Minecraft is a sandbox adventure game that was released in 2009 and shortly after it began to take the world by storm. Eventually Minecraft reached the status of best-selling video game, a title which it has held since. 2009 also marks the release year of Bitcoin, similarly starting it's journey into mainstream attention. Eventually these two future successes collided making what could have been, and still could be, a great medium for driving crypto adoption.

BitVegas

BitVegas was a Minecraft gambling server that took place in a 6 story casino. Players could gamble Bitcoins (BTC) across multiple different games, such as Bacon Racing (horse racing but with pigs), Roulette, a Drinking Game, and many more. BitVegas also happened to be one of the most generous faucets of it's time, with 0.002 BTC per hour being given to visitors -- gambler or not.

While a Bitcoin based casino at the time was not a new idea, building one that was vastly more social and utilized the already thriving Minecraft community was not only a new idea, but a genius one.

I can say first hand having played on BitVegas shortly before it was defunct that the social experience of an 3d interactive casino still sticks vividly in my mind. It was a great time for both me and friends, even when we were doing nothing more than watching other people gamble with mixed results. BitVegas met an early demise due to an exploit in a widely used Minecraft server software called CraftBukkit. This exploit allowed for anyone to login to BitVegas as anyone else, leading the majority of user wallets being drained, with a resulting loss of 7 BTC about $1000 USD (US Dollar) at the time, and around $56,350 in USD today.

BitQuest

BitQuest took a very different approach to what Bitcoin was being used for in a Minecraft server. For the most part BitQuest functioned similarly to your average server providing the users with the ability to buy and sell items, kill monsters to earn rewards, and claim land. The main difference being it had an BTC driven economy. Slaying monsters could earn you some BTC, then that BTC could be used to purchase in game items, land, etc. To buy a 16x16 plot of land you needed to spend some BTC, but only about 1 cents worth. Buying items could be done through the in game market, or through other BitQuest players.

I only played BitQuest for a short time, this had nothing to do with BitQuest rather my own dwindling interesting in playing Minecraft. Still for that short time I got to play I felt much the same enjoyment as I had found myself getting from BitVegas.
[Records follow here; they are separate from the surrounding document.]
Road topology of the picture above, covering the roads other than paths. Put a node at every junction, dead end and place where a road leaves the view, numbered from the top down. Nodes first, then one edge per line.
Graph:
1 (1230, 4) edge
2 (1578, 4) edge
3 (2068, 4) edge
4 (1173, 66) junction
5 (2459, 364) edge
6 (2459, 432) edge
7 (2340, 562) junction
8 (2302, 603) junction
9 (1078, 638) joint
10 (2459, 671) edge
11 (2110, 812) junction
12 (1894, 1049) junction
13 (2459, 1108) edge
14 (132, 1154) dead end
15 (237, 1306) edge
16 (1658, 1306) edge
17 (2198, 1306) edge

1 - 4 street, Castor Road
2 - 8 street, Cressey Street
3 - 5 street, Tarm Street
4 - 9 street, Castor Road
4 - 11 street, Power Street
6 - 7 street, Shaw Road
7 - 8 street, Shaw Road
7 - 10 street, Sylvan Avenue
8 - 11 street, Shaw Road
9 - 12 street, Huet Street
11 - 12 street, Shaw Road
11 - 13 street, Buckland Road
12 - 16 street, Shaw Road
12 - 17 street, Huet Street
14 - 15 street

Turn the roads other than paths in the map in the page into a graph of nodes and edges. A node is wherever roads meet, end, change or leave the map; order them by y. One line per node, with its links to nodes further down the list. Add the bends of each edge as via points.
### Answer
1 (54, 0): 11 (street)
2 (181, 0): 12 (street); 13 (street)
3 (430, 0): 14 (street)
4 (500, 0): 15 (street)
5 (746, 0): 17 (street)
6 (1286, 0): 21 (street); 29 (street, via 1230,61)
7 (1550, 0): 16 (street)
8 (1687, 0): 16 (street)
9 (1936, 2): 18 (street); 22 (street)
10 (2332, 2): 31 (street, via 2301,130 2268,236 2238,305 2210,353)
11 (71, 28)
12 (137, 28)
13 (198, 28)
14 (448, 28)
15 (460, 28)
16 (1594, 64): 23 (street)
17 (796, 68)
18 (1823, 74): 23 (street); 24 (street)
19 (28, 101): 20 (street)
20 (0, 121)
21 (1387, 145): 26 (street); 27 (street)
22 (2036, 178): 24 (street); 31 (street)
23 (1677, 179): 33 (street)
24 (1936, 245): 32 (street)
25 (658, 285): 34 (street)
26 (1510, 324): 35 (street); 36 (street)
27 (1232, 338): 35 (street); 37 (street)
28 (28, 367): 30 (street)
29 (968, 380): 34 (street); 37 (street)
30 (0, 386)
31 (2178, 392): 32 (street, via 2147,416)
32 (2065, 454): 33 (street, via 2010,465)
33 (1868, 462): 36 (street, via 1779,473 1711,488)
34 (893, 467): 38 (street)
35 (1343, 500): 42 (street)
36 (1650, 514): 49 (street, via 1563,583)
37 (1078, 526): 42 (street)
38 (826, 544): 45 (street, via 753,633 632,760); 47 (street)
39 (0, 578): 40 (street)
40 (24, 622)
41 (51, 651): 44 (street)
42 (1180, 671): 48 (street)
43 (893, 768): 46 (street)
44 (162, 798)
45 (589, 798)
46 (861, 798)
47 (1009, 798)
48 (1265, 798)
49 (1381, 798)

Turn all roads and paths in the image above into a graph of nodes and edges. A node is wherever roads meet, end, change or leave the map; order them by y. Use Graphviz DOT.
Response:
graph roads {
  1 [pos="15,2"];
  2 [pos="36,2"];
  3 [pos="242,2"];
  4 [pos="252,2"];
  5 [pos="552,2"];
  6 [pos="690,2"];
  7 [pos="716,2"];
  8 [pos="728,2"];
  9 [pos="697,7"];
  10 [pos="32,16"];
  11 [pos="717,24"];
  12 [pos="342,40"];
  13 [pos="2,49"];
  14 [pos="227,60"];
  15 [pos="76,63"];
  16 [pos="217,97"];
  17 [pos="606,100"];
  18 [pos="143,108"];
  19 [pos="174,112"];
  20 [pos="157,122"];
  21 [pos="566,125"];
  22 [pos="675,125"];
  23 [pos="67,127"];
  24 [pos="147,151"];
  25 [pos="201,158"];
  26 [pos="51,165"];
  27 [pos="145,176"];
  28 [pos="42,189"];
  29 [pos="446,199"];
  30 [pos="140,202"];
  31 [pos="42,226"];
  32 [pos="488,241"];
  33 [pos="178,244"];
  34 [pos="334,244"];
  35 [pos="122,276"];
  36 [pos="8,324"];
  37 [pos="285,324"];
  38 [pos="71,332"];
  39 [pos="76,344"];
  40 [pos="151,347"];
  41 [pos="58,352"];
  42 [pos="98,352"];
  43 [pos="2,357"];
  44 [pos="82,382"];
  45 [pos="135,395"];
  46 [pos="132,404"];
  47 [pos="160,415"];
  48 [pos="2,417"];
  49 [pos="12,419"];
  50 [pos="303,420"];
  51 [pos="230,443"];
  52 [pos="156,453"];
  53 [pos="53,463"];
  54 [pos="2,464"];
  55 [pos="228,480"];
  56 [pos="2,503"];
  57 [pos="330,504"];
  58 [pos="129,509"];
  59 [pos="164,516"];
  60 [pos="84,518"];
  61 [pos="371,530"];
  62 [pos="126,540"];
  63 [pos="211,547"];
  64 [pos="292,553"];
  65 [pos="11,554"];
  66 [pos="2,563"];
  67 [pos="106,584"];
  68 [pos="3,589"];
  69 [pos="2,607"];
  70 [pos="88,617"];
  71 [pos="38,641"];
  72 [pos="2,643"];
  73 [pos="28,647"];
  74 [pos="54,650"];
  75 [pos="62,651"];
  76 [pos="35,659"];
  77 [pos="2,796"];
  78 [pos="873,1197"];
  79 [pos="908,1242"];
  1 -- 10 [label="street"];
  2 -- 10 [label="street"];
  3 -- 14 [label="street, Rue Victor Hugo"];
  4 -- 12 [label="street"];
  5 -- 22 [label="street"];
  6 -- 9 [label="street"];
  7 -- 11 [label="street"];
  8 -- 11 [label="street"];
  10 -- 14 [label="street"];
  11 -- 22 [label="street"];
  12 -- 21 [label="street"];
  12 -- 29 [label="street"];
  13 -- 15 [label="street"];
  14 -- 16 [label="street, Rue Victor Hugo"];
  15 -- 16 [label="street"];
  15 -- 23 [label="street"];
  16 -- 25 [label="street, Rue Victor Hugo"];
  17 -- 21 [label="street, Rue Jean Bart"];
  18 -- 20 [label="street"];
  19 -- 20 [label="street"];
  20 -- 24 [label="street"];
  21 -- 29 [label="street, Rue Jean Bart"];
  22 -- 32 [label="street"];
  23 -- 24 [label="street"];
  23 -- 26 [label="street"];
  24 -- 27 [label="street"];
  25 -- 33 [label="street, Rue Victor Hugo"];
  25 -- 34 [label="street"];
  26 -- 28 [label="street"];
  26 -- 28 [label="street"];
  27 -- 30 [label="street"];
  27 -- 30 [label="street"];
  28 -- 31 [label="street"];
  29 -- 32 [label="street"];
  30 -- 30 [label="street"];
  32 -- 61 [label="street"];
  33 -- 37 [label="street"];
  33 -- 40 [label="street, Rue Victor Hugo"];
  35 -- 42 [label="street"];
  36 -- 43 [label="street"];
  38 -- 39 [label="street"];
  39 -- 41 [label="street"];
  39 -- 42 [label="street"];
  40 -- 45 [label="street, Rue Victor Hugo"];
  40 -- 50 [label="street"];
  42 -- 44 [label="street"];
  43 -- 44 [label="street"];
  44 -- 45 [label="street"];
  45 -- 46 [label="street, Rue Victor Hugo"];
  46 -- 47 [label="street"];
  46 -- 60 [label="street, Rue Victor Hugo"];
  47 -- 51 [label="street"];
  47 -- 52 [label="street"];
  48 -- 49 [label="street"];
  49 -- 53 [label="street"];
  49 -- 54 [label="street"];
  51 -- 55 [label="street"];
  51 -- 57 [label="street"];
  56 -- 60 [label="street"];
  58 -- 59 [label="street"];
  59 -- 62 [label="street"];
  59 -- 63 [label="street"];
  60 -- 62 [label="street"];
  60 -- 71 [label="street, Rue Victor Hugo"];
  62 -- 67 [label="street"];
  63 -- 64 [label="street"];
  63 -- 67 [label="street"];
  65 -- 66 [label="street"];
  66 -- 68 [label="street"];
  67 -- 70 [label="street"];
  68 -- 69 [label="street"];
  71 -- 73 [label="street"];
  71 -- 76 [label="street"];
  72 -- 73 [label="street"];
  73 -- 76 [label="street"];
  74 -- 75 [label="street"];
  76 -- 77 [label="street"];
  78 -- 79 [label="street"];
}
Being able to earn a digital currency in one economy that could be used to further that economy or spent elsewhere is quite the thrill. Not only that, it was a social environment shared by similarly interested peoples, and many newbies who just happened to stumble upon BitQuest -- or BitVegas.

Note: BitQuest seems to be defunct at the time of writing this, but the plugin used to make the server function is open-source.

Summary

If BitVegas and BitQuest were to exist today they would no doubt still garner attention, especially if kept fresh with new content. A key difference would be the Block-Chain technology in use, likely it would be Bitcoin Cash (BCH) or something with similar speed, and low fees. Maybe Enjin Coin would be used to tokenize in game items allowing them to be sold and shared across Minecraft servers, or even other platforms.

Games are a great way to help adoption by showing the power and purpose of programmable money. What better video game to help do it than Minecraft, since after all, it is one of the most popular games in the world.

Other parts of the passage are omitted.